» Source data
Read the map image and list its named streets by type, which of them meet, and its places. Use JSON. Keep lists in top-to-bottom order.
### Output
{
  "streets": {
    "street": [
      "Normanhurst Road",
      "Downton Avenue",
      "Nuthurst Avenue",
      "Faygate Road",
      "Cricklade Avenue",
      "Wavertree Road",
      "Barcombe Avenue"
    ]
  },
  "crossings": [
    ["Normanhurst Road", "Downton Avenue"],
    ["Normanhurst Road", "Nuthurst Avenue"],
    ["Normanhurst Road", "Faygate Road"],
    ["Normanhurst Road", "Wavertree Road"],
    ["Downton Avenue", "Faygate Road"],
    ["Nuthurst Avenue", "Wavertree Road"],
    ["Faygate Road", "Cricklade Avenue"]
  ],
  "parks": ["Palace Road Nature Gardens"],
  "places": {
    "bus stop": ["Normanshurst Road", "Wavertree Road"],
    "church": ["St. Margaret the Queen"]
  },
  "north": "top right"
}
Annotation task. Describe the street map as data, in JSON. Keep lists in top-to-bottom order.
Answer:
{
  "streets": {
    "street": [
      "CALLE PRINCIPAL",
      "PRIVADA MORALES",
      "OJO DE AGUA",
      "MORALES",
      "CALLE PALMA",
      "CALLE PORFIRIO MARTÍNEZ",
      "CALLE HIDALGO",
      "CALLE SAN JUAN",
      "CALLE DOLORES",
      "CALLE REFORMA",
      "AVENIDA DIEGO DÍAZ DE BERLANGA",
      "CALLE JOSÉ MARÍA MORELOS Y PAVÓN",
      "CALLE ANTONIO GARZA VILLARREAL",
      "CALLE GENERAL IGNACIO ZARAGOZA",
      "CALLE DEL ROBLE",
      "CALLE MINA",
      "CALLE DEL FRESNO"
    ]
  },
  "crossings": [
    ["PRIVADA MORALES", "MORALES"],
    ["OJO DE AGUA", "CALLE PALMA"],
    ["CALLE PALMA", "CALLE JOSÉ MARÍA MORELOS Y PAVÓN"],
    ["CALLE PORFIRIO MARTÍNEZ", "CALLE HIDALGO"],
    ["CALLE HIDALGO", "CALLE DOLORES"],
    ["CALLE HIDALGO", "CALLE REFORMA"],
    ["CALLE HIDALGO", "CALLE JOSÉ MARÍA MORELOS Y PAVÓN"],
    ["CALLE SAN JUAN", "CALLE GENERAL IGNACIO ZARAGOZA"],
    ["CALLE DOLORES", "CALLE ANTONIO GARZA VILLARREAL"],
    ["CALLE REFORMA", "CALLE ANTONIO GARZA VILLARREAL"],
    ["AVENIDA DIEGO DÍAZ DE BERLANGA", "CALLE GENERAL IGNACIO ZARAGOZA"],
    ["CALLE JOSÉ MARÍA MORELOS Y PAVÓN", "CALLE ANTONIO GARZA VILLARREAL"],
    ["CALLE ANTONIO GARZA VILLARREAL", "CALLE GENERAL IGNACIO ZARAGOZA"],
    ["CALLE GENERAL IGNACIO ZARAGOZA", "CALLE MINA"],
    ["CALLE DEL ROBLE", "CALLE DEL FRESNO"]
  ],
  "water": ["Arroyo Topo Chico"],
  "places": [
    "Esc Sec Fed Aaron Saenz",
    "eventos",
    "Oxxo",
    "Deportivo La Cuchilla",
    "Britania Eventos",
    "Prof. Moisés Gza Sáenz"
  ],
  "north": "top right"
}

» Task details
Exactly reproduce every line of the data above.

» Response for this exercise
Read the map image and list its named streets by type, which of them meet, and its places. Use JSON. Keep lists in top-to-bottom order.
### Output
{
  "streets": {
    "street": [
      "Normanhurst Road",
      "Downton Avenue",
      "Nuthurst Avenue",
      "Faygate Road",
      "Cricklade Avenue",
      "Wavertree Road",
      "Barcombe Avenue"
    ]
  },
  "crossings": [
    ["Normanhurst Road", "Downton Avenue"],
    ["Normanhurst Road", "Nuthurst Avenue"],
    ["Normanhurst Road", "Faygate Road"],
    ["Normanhurst Road", "Wavertree Road"],
    ["Downton Avenue", "Faygate Road"],
    ["Nuthurst Avenue", "Wavertree Road"],
    ["Faygate Road", "Cricklade Avenue"]
  ],
  "parks": ["Palace Road Nature Gardens"],
  "places": {
    "bus stop": ["Normanshurst Road", "Wavertree Road"],
    "church": ["St. Margaret the Queen"]
  },
  "north": "top right"
}
Annotation task. Describe the street map as data, in JSON. Keep lists in top-to-bottom order.
Answer:
{
  "streets": {
    "street": [
      "CALLE PRINCIPAL",
      "PRIVADA MORALES",
      "OJO DE AGUA",
      "MORALES",
      "CALLE PALMA",
      "CALLE PORFIRIO MARTÍNEZ",
      "CALLE HIDALGO",
      "CALLE SAN JUAN",
      "CALLE DOLORES",
      "CALLE REFORMA",
      "AVENIDA DIEGO DÍAZ DE BERLANGA",
      "CALLE JOSÉ MARÍA MORELOS Y PAVÓN",
      "CALLE ANTONIO GARZA VILLARREAL",
      "CALLE GENERAL IGNACIO ZARAGOZA",
      "CALLE DEL ROBLE",
      "CALLE MINA",
      "CALLE DEL FRESNO"
    ]
  },
  "crossings": [
    ["PRIVADA MORALES", "MORALES"],
    ["OJO DE AGUA", "CALLE PALMA"],
    ["CALLE PALMA", "CALLE JOSÉ MARÍA MORELOS Y PAVÓN"],
    ["CALLE PORFIRIO MARTÍNEZ", "CALLE HIDALGO"],
    ["CALLE HIDALGO", "CALLE DOLORES"],
    ["CALLE HIDALGO", "CALLE REFORMA"],
    ["CALLE HIDALGO", "CALLE JOSÉ MARÍA MORELOS Y PAVÓN"],
    ["CALLE SAN JUAN", "CALLE GENERAL IGNACIO ZARAGOZA"],
    ["CALLE DOLORES", "CALLE ANTONIO GARZA VILLARREAL"],
    ["CALLE REFORMA", "CALLE ANTONIO GARZA VILLARREAL"],
    ["AVENIDA DIEGO DÍAZ DE BERLANGA", "CALLE GENERAL IGNACIO ZARAGOZA"],
    ["CALLE JOSÉ MARÍA MORELOS Y PAVÓN", "CALLE ANTONIO GARZA VILLARREAL"],
    ["CALLE ANTONIO GARZA VILLARREAL", "CALLE GENERAL IGNACIO ZARAGOZA"],
    ["CALLE GENERAL IGNACIO ZARAGOZA", "CALLE MINA"],
    ["CALLE DEL ROBLE", "CALLE DEL FRESNO"]
  ],
  "water": ["Arroyo Topo Chico"],
  "places": [
    "Esc Sec Fed Aaron Saenz",
    "eventos",
    "Oxxo",
    "Deportivo La Cuchilla",
    "Britania Eventos",
    "Prof. Moisés Gza Sáenz"
  ],
  "north": "top right"
}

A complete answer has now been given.